Re: [OMPI users] MPI process dies with a route error when using dynamic process calls to connect more than 2 clients to a server with InfiniBand

2010-07-19 Thread Ralph Castain

On Jul 18, 2010, at 4:09 PM, Philippe wrote:

> Ralph,
> 
> thanks for investigating.
> 
> I've applied the two patches you mentioned earlier and ran with the
> ompi server. Although i was able to runn our standalone test, when I
> integrated the changes to our code, the processes entered a crazy loop
> and allocated all the memory available when calling MPI_Port_Connect.
> I was not able to identify why it works standalone but not integrated
> with our code. If I found why, I'll let your know.

How many processes are we talking about?

> 
> looking forward to your findings. We'll be happy to test any patches
> if you have some!
> 
> p.
> 
> On Sat, Jul 17, 2010 at 9:47 PM, Ralph Castain  wrote:
>> Okay, I can reproduce this problem. Frankly, I don't think this ever worked 
>> with OMPI, and I'm not sure how the choice of BTL makes a difference.
>> 
>> The program is crashing in the communicator definition, which involves a 
>> communication over our internal out-of-band messaging system. That system 
>> has zero connection to any BTL, so it should crash either way.
>> 
>> Regardless, I will play with this a little as time allows. Thanks for the 
>> reproducer!
>> 
>> 
>> On Jun 25, 2010, at 7:23 AM, Philippe wrote:
>> 
>>> Hi,
>>> 
>>> I'm trying to run a test program which consists of a server creating a
>>> port using MPI_Open_port and N clients using MPI_Comm_connect to
>>> connect to the server.
>>> 
>>> I'm able to do so with 1 server and 2 clients, but with 1 server + 3
>>> clients, I get the following error message:
>>> 
>>>   [node003:32274] [[37084,0],0]:route_callback tried routing message
>>> from [[37084,1],0] to [[40912,1],0]:102, can't find route
>>> 
>>> This is only happening with the openib BTL. With tcp BTL it works
>>> perfectly fine (ofud also works as a matter of fact...). This has been
>>> tested on two completely different clusters, with identical results.
>>> In either cases, the IB frabic works normally.
>>> 
>>> Any help would be greatly appreciated! Several people in my team
>>> looked at the problem. Google and the mailing list archive did not
>>> provide any clue.
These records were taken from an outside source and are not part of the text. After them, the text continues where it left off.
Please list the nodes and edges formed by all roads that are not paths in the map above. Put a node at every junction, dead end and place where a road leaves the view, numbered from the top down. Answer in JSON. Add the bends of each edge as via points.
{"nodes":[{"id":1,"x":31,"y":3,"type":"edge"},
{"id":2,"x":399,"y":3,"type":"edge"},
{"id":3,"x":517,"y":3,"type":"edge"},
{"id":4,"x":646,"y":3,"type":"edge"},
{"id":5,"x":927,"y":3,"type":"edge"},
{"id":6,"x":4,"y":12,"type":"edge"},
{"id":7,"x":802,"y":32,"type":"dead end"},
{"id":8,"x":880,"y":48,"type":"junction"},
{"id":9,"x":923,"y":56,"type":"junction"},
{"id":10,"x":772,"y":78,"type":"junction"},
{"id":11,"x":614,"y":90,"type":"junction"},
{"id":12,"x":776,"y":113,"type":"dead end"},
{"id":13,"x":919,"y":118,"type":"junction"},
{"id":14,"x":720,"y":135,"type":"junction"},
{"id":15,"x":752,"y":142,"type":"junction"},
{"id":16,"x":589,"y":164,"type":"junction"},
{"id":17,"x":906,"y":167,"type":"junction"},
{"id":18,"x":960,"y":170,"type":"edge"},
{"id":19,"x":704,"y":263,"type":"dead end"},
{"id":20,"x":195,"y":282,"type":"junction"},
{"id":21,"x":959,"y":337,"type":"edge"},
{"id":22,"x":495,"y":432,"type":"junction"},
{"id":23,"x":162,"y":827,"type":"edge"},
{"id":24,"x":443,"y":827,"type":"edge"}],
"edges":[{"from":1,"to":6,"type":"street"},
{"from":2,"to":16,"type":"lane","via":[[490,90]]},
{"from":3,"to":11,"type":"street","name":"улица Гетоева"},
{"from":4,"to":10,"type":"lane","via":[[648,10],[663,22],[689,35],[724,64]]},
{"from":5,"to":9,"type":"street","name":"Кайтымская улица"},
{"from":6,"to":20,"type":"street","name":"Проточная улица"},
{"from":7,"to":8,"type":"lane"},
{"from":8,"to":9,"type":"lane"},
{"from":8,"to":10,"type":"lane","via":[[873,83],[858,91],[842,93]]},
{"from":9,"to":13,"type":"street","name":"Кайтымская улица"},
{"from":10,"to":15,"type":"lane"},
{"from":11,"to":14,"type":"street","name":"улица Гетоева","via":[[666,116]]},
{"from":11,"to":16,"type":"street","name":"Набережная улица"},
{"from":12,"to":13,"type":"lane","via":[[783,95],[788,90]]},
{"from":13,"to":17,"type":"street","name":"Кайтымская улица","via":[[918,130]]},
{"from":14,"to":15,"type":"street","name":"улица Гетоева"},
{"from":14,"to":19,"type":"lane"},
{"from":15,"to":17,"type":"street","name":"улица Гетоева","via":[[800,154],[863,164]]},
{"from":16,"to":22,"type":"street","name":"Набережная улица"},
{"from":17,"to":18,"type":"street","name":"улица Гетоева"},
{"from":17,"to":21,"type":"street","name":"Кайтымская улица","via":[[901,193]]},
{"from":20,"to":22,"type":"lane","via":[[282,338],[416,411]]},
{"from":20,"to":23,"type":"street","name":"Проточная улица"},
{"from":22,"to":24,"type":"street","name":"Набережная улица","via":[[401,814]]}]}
I believe that from an MPI standpoint, my test
>>> program is valid (and it works with TCP, which make me feel better
>>> about the sequence of MPI calls)
>>> 
>>> Regards,
>>> Philippe.
>>> 
>>> 
>>> 
>>> Background:
>>> 
>>> I intend to use openMPI to transport data inside a much larger
>>> application. Because of that, I cannot used mpiexec. Each process is
>>> started by our own "job management" and use a name server to find
>>> about each others. Once all the clients are connected, I would like
>>> the server to do MPI_Recv to get the data from all the client. I dont
>>> care about the order or which client are sending data, as long as I
>>> can receive it with on call. Do do that, the clients and the server
>>> are going through a series of Comm_accept/Conn_connect/Intercomm_merge
>>> so that at the end, all the clients and the server are inside the same
>>> intracomm.
>>> 
>>> Steps:
>>> 
>>> I have a sample program that show the issue. I tried to make it as
>>> short as possible. It needs to be executed on a shared file system
>>> like NFS because the server write the port info to a file that the
>>> client will read. To reproduce the issue, the following steps should
>>> be performed:
>>> 
>>> 0. compile the test with "mpicc -o ben12 ben12.c"
>>> 1. ssh to the machine that will be the server
>>> 2. run ./ben12 3 1
>>> 3. ssh to the machine that will be the client #1
>>> 4. run ./ben12 3 0
>>> 5. repeat step 3-4 for client #2 and #3
>>> 
>>> the server accept the connection from client #1 and merge it in a new
>>> intracomm. It then accept connection from client #2 and merge it. when
>>> the client #3 arrives, the server accept the connection, but that
>>> cause client #1 and #2 to die with the error above (see the complete
>>> trace in the tarball).
>>> 
>>> The exact steps are:
>>> 
>>> - server open port
>>> - server does accept
>>> - client #1 does connect
>>> - server and client #1 do merge
>>> - server does accept
>>> - client #2 does connect
>>> - server, client #1 and client #2 do merge
>>> - server does accept
>>> - client #3 does connect
>>> - server, client #1, client #2 and client #3 do merge
>>> 
>>> 
>>> My infiniband network works normally with other test programs or
>>> applications (MPI or others like Verbs).
>>> 
>>> Info about my setup:
>>> 
>>>openMPI version = 1.4.1 (I also tried 1.4.2, nightly snapshot of
>>> 1.4.3, nightly snapshot of 1.5 --- all show the same error)
>>>config.log in the tarball
>>>"ompi_info --all" in the tarball
>>>OFED version = 1.3 installed from RHEL 5.3
>>>Distro = RedHat Entreprise Linux 5.3
>>>Kernel = 2.6.18-128.4.1.el5 x86_64
>>>subnet manager = built-in SM from the cisco/topspin switch
>>>output of ibv_devinfo included in the tarball (there are no "bad" nodes)
>>>

[OMPI users] MPE logging GUI

2010-07-19 Thread Stefan Kuhne
Hello,

does anybody know another tool as jumpstart to view a MPE logging file?

Regards,
Stefan Kuhne



signature.asc
Description: OpenPGP digital signature


Re: [OMPI users] is loop unrolling safe for MPI logic?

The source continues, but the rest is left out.